Veterinary Public Health Institute, University of Bern, Bern, Switzerland.
Sci Rep. 2018 Aug 17;8(1):12303. doi: 10.1038/s41598-018-29962-x.
We sought to objectively quantify and compare the recorded movement and location patterns of laying hens within a commercial system. Using a custom tracking system, we monitored the location within five zones of a commercial aviary for 13 hens within a flock of 225 animals for a contiguous period of 11 days. Most hens manifested a hen-specific pattern that was (visually) highly consistent across days, though, within that consistency, manifested stark differences between hens. Three different methods were used to classify individual daily datasets into groups based on their similarity: (i) Linear Discriminant Analysis based on six summary variables (transitions into each zone) and total transitions; (ii) Hierarchical Clustering, a naïve clustering analysis technique, applied to summary variables and iii) Hierarchical Clustering applied to dissimilarity matrices produced by Dynamic Time Warping. The three methods correctly classified more than 85% of the hen days and provided a unique means to assess behaviour of a system indicating a considerable degree of complexity and structure. We believe the current effort is the first to document these location and movement patterns within a large, complex commercial system with a large potential to influence the assessment of animal welfare, health, and productivity.

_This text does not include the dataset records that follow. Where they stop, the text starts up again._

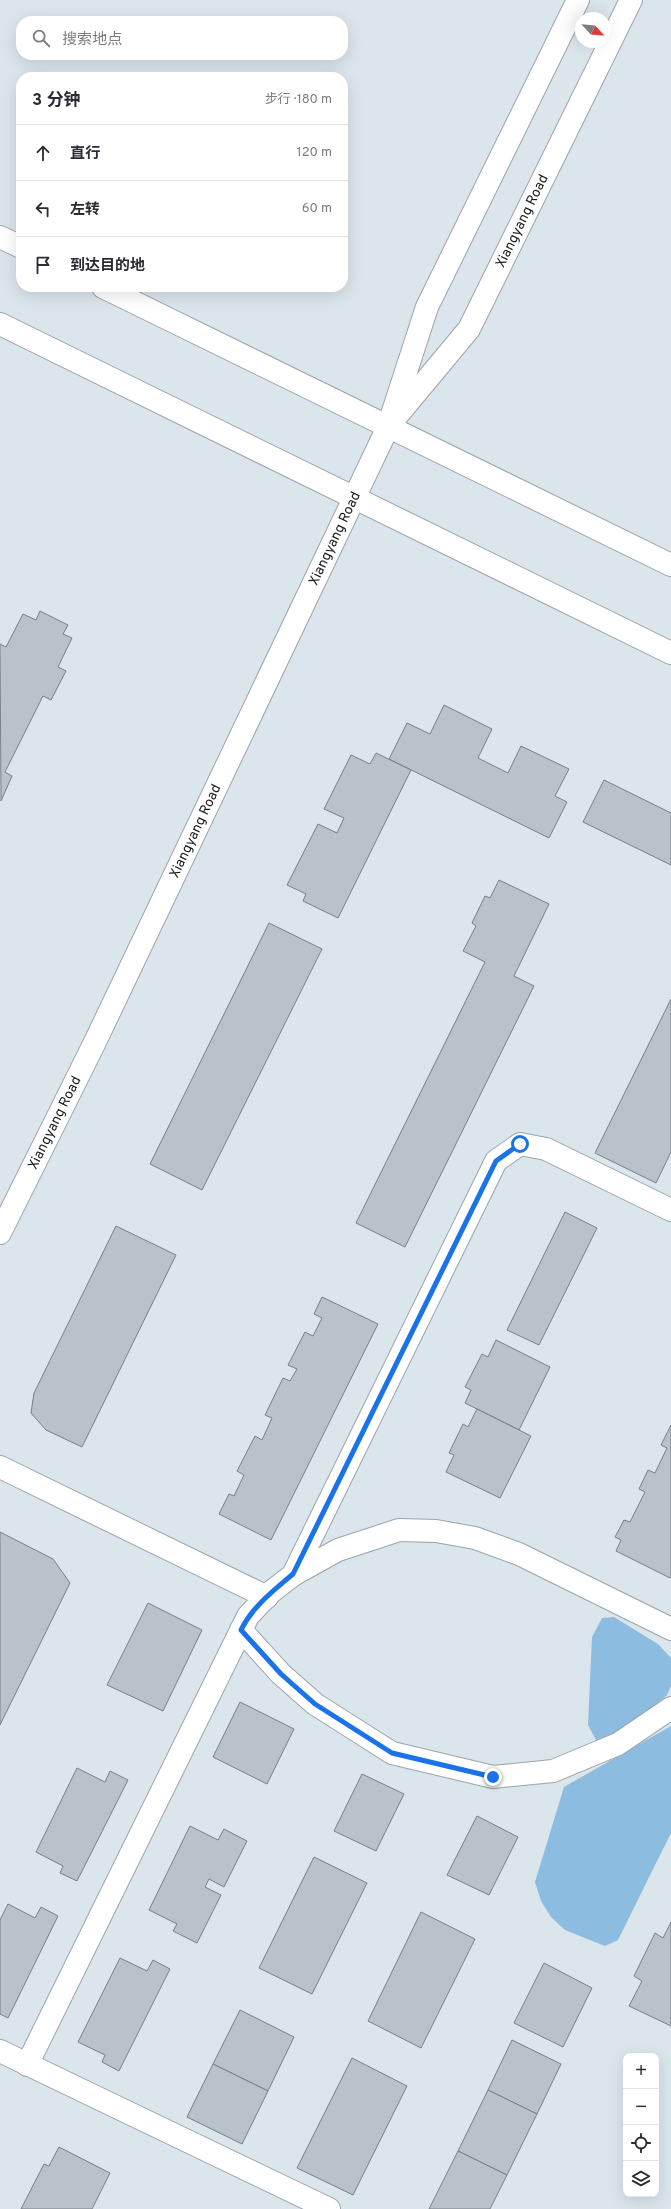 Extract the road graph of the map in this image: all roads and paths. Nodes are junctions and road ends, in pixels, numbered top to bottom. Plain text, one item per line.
1 (578, 0) edge
2 (631, 0) edge
3 (0, 237) edge
4 (16, 245) edge
5 (113, 292) edge
6 (0, 324) edge
7 (388, 427) junction
8 (354, 497) junction
9 (671, 565) edge
10 (671, 653) edge
11 (671, 1210) edge
12 (0, 1233) edge
13 (0, 1467) edge
14 (293, 1574) junction
15 (266, 1597) junction
16 (671, 1629) edge
17 (241, 1630) junction
18 (671, 1708) edge
19 (0, 2051) edge
20 (27, 2065) junction
21 (329, 2209) edge

1 - 7 street, Xiangyang Road
2 - 7 street, Xiangyang Road
3 - 4 street
5 - 7 street
6 - 8 street
7 - 8 street, Xiangyang Road
7 - 9 street
8 - 10 street
8 - 12 street, Xiangyang Road
11 - 14 street
13 - 15 street
14 - 15 street
14 - 16 street
15 - 17 street
17 - 18 street
17 - 20 street
19 - 20 street
20 - 21 street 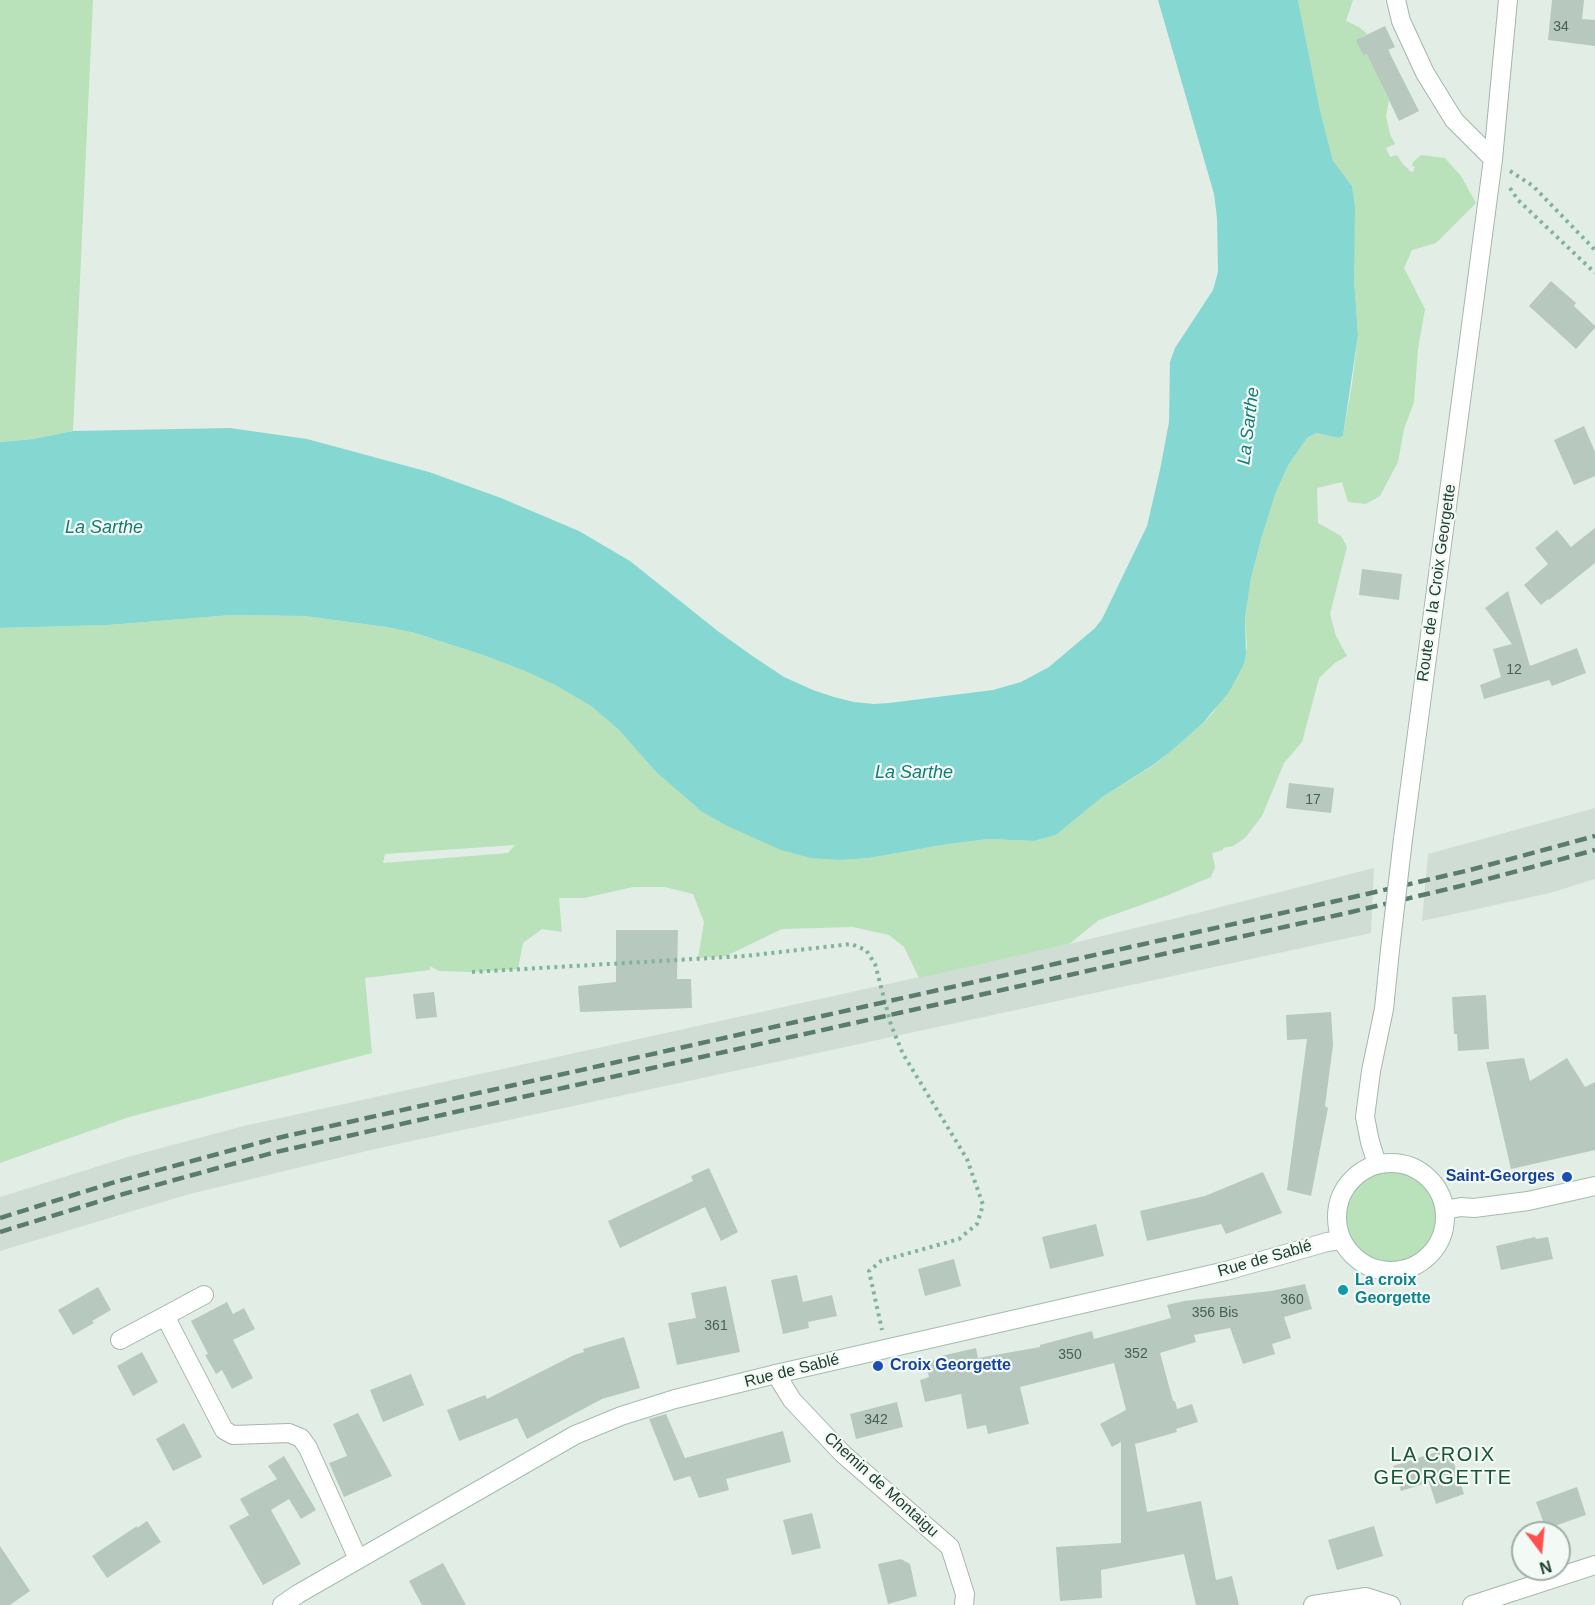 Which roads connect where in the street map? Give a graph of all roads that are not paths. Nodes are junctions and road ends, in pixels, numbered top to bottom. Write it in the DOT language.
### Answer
graph roads {
  1 [pos="1396,0"];
  2 [pos="1508,0"];
  3 [pos="1493,159"];
  4 [pos="1377,1164"];
  5 [pos="1595,1186"];
  6 [pos="1445,1210"];
  7 [pos="1341,1240"];
  8 [pos="204,1295"];
  9 [pos="165,1316"];
  10 [pos="120,1340"];
  11 [pos="776,1374"];
  12 [pos="358,1559"];
  13 [pos="1595,1565"];
  14 [pos="282,1605"];
  15 [pos="964,1605"];
  16 [pos="1313,1605"];
  17 [pos="1391,1605"];
  18 [pos="1472,1605"];
  1 -- 3 [label="street"];
  2 -- 3 [label="street, Route de la Croix Georgette"];
  3 -- 4 [label="street, Route de la Croix Georgette, bridge"];
  4 -- 6 [label="street"];
  4 -- 7 [label="street"];
  5 -- 6 [label="street"];
  6 -- 7 [label="street"];
  7 -- 11 [label="street, Rue de Sablé"];
  8 -- 9 [label="street"];
  9 -- 10 [label="street"];
  9 -- 12 [label="street"];
  11 -- 12 [label="street, Rue de Sablé"];
  11 -- 15 [label="street, Chemin de Montaigu"];
  12 -- 14 [label="street, Rue de Sablé"];
  13 -- 18 [label="street"];
  16 -- 17 [label="street"];
}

我们试图客观地量化和比较商业系统中产卵鸡的运动和位置模式。使用定制的跟踪系统,我们在商业禽舍的五个区域内监测了 13 只母鸡在 225 只鸡群中的位置,连续监测了 11 天。大多数母鸡表现出一种母鸡特有的模式,这种模式在几天内(视觉上)高度一致,但在这种一致性中,母鸡之间表现出明显的差异。我们使用三种不同的方法将个体每日数据集根据其相似性分类为组:(i) 基于六个摘要变量(进入每个区域的过渡)和总过渡的线性判别分析;(ii) 应用于摘要变量的朴素聚类分析技术——层次聚类;以及 (iii) 应用于动态时间扭曲生成的不相似性矩阵的层次聚类。这三种方法正确地对超过 85%的母鸡日进行了分类,并提供了一种独特的方法来评估系统的行为,表明系统具有相当程度的复杂性和结构。我们相信,目前的努力是首次在一个具有很大潜力影响动物福利、健康和生产力评估的大型复杂商业系统中记录这些位置和运动模式。